[Dataset entries]

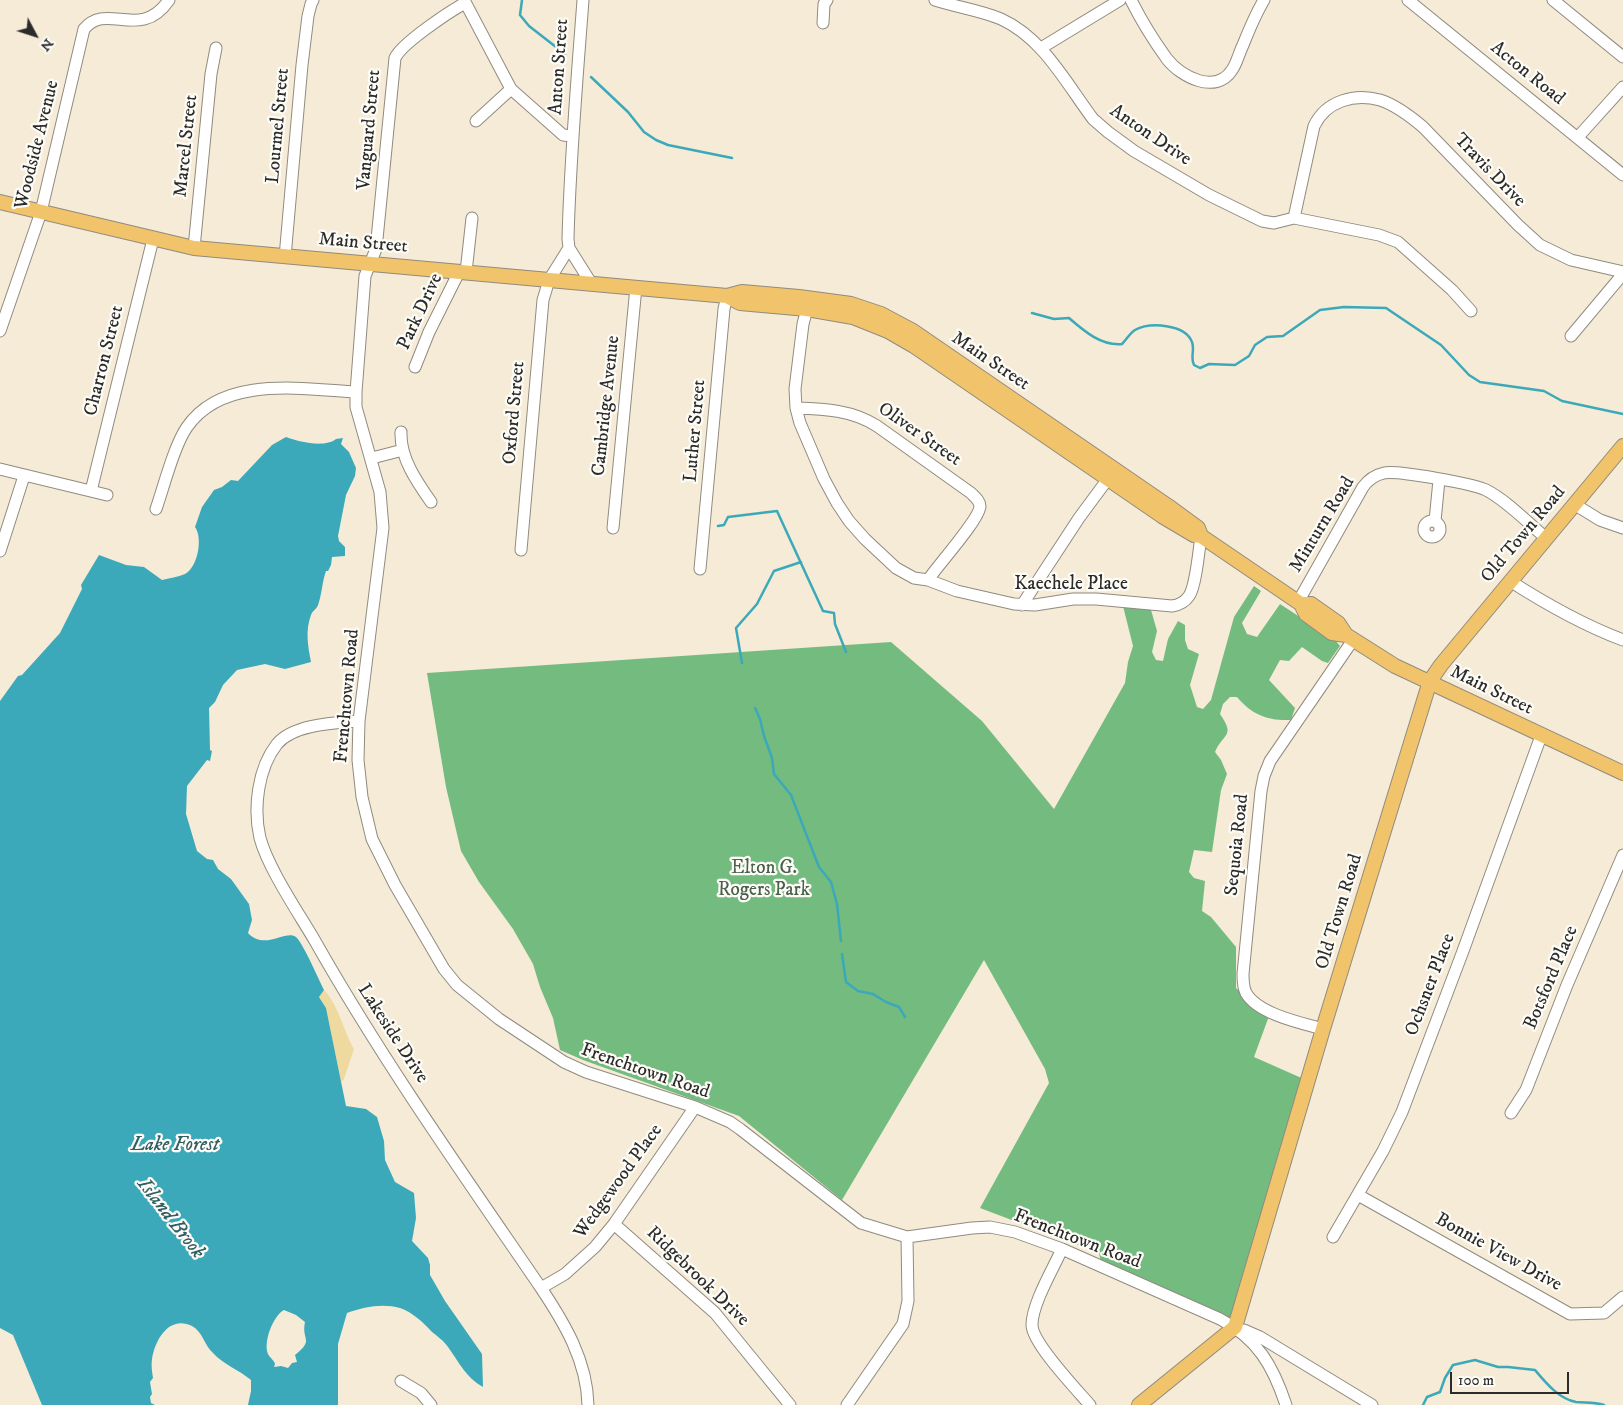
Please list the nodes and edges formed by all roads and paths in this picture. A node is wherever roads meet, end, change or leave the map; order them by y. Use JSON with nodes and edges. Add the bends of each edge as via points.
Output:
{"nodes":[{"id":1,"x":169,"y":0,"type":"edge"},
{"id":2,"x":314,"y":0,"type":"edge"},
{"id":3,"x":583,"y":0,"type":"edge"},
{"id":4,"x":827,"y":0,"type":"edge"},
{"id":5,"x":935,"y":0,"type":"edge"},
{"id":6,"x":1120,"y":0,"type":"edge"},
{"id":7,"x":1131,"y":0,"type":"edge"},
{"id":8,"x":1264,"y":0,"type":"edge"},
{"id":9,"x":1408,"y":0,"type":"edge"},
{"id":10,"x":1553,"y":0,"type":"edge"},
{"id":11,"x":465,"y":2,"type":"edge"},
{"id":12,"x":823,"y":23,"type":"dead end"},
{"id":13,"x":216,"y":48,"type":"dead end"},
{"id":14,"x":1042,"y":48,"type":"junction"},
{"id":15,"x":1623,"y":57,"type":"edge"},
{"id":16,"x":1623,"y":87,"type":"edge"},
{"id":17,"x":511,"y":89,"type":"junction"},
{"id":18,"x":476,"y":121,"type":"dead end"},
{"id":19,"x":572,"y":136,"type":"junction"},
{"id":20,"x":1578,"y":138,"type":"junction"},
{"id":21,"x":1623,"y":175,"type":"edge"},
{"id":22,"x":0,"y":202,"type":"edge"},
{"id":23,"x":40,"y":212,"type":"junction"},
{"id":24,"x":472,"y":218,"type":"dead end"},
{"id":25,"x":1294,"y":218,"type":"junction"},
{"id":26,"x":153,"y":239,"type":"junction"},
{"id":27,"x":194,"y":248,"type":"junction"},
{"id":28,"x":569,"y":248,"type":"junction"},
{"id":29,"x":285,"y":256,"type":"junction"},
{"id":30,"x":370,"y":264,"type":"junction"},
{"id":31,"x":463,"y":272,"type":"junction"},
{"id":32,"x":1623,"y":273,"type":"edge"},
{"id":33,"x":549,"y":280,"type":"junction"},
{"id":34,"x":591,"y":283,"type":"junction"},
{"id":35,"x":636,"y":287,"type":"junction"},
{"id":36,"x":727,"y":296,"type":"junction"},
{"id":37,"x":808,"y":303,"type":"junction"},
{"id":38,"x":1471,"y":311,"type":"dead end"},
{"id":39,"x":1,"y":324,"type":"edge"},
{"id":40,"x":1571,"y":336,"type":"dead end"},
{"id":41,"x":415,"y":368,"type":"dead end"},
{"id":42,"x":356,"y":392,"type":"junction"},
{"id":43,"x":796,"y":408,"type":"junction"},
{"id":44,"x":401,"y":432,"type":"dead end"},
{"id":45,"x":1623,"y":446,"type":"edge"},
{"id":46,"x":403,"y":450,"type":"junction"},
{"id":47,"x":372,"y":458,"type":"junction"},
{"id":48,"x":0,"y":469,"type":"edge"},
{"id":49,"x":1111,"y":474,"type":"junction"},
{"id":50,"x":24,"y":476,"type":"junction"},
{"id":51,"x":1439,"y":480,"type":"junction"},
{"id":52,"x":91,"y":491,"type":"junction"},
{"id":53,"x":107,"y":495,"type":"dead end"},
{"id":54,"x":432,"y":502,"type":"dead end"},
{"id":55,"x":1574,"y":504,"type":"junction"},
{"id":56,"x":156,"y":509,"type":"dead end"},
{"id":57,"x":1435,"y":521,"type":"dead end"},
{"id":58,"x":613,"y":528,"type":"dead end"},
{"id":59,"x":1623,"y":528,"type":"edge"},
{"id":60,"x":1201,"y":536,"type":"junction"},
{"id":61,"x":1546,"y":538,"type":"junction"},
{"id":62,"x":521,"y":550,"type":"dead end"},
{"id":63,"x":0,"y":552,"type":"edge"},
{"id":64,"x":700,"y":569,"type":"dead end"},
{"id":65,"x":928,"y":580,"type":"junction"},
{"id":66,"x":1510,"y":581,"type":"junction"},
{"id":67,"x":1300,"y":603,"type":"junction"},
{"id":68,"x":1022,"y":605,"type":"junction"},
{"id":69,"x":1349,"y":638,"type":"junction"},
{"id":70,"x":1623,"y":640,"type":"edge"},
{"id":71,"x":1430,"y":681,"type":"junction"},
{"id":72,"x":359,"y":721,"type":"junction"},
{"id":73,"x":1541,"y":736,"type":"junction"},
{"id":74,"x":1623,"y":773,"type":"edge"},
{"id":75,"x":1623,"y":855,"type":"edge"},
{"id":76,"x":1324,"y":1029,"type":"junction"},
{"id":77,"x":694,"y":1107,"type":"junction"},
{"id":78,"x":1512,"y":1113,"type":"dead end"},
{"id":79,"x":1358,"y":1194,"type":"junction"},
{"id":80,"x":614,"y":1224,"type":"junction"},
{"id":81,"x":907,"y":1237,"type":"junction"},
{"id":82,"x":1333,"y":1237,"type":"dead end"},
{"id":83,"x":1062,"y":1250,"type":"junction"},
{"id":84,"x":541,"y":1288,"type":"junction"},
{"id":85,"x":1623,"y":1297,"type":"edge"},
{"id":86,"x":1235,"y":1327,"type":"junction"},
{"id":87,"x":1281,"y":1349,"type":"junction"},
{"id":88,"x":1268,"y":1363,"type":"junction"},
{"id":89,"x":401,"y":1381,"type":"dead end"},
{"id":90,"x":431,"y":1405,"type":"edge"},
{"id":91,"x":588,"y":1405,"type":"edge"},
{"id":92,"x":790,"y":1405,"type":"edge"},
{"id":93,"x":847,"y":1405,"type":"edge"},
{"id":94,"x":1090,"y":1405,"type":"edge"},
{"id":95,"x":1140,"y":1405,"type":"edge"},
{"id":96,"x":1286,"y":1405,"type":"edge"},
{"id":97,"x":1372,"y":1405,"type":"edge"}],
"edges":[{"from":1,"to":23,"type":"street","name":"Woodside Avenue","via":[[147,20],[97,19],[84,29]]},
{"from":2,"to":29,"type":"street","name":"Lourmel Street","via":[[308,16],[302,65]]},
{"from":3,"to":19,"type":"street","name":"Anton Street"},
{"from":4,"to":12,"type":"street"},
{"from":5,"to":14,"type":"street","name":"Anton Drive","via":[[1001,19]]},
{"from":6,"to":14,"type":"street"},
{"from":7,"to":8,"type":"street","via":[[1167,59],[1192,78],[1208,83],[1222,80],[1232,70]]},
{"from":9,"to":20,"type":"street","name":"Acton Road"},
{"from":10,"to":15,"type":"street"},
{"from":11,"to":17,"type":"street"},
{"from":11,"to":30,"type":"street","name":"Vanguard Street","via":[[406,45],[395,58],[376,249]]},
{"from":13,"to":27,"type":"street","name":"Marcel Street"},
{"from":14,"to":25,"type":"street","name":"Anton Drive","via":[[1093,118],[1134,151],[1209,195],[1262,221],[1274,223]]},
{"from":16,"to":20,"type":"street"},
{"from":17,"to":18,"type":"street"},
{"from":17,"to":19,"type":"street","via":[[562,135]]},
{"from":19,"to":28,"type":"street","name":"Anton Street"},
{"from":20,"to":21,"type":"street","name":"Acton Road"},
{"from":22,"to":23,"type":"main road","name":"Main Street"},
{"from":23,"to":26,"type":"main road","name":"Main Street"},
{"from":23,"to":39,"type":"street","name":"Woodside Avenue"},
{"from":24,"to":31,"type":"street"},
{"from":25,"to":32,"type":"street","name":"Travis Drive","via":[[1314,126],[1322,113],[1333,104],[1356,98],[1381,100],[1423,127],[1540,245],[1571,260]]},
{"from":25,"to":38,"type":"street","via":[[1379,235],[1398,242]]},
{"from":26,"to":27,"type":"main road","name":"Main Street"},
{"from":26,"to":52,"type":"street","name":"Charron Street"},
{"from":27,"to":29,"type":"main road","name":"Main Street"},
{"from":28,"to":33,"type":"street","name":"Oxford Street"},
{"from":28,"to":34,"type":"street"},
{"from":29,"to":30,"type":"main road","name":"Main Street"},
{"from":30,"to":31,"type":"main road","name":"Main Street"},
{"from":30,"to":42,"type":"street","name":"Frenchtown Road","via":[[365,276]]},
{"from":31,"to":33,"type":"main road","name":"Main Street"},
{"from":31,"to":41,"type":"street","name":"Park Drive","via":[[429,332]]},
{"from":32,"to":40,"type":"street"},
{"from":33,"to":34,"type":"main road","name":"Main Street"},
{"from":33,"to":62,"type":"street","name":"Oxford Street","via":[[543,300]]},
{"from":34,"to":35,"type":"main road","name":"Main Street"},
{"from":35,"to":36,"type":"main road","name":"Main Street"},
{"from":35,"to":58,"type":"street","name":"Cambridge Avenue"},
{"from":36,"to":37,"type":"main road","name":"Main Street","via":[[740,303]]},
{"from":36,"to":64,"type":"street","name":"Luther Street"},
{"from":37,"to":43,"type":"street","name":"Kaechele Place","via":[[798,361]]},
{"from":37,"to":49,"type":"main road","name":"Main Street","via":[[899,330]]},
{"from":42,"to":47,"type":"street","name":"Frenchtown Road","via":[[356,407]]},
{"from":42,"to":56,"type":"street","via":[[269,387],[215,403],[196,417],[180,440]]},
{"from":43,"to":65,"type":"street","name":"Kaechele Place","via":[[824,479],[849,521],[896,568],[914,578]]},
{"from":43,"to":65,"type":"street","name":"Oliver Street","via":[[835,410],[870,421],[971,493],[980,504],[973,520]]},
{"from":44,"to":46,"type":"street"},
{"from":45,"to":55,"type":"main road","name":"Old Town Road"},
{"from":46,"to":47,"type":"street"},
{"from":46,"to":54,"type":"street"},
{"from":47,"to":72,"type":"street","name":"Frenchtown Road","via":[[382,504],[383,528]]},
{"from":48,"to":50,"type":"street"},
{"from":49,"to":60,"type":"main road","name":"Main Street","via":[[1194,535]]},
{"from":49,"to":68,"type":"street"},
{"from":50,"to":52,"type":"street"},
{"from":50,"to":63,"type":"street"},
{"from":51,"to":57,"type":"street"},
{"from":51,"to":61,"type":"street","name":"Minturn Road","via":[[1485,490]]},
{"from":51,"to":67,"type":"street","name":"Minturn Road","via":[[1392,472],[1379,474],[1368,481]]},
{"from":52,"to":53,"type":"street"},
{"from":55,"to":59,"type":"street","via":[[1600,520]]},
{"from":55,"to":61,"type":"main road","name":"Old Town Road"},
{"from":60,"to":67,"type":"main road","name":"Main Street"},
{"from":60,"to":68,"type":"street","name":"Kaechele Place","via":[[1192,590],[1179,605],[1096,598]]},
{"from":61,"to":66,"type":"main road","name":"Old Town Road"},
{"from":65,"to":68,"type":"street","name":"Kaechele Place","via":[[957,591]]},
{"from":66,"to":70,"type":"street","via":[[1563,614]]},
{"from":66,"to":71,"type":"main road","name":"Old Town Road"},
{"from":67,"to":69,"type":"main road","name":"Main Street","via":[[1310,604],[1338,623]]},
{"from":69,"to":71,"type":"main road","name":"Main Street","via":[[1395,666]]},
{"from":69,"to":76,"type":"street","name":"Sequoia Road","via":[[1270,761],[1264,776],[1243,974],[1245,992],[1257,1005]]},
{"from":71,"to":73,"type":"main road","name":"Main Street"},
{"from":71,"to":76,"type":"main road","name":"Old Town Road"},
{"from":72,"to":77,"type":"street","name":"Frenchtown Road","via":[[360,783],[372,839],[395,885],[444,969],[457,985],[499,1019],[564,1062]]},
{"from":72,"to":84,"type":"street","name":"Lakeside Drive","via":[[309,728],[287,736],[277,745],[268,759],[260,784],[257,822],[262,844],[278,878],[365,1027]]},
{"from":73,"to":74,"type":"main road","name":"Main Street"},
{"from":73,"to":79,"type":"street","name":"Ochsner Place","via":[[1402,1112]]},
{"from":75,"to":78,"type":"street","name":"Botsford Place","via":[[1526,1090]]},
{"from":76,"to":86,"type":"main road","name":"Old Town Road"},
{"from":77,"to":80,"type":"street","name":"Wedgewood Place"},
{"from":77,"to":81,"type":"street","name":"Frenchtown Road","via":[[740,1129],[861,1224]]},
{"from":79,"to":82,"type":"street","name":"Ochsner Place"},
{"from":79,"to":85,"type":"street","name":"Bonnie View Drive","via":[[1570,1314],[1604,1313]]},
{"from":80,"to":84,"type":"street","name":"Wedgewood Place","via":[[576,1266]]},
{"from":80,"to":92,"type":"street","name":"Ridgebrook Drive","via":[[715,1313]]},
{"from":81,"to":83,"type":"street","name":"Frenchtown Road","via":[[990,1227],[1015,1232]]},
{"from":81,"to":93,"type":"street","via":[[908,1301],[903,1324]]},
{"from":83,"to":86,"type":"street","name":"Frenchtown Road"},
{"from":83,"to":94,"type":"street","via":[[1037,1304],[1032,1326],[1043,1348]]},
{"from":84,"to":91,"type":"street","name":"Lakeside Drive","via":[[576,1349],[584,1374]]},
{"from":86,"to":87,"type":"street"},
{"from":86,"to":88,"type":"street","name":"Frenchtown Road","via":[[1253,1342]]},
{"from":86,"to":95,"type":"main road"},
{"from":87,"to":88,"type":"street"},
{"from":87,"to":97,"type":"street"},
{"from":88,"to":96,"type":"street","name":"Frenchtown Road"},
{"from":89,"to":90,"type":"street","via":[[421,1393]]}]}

Work instruction: The answer consists of the lines above that include the word "Avenue", each copied exactly.

Exercise solution:
"edges":[{"from":1,"to":23,"type":"street","name":"Woodside Avenue","via":[[147,20],[97,19],[84,29]]},
{"from":23,"to":39,"type":"street","name":"Woodside Avenue"},
{"from":35,"to":58,"type":"street","name":"Cambridge Avenue"},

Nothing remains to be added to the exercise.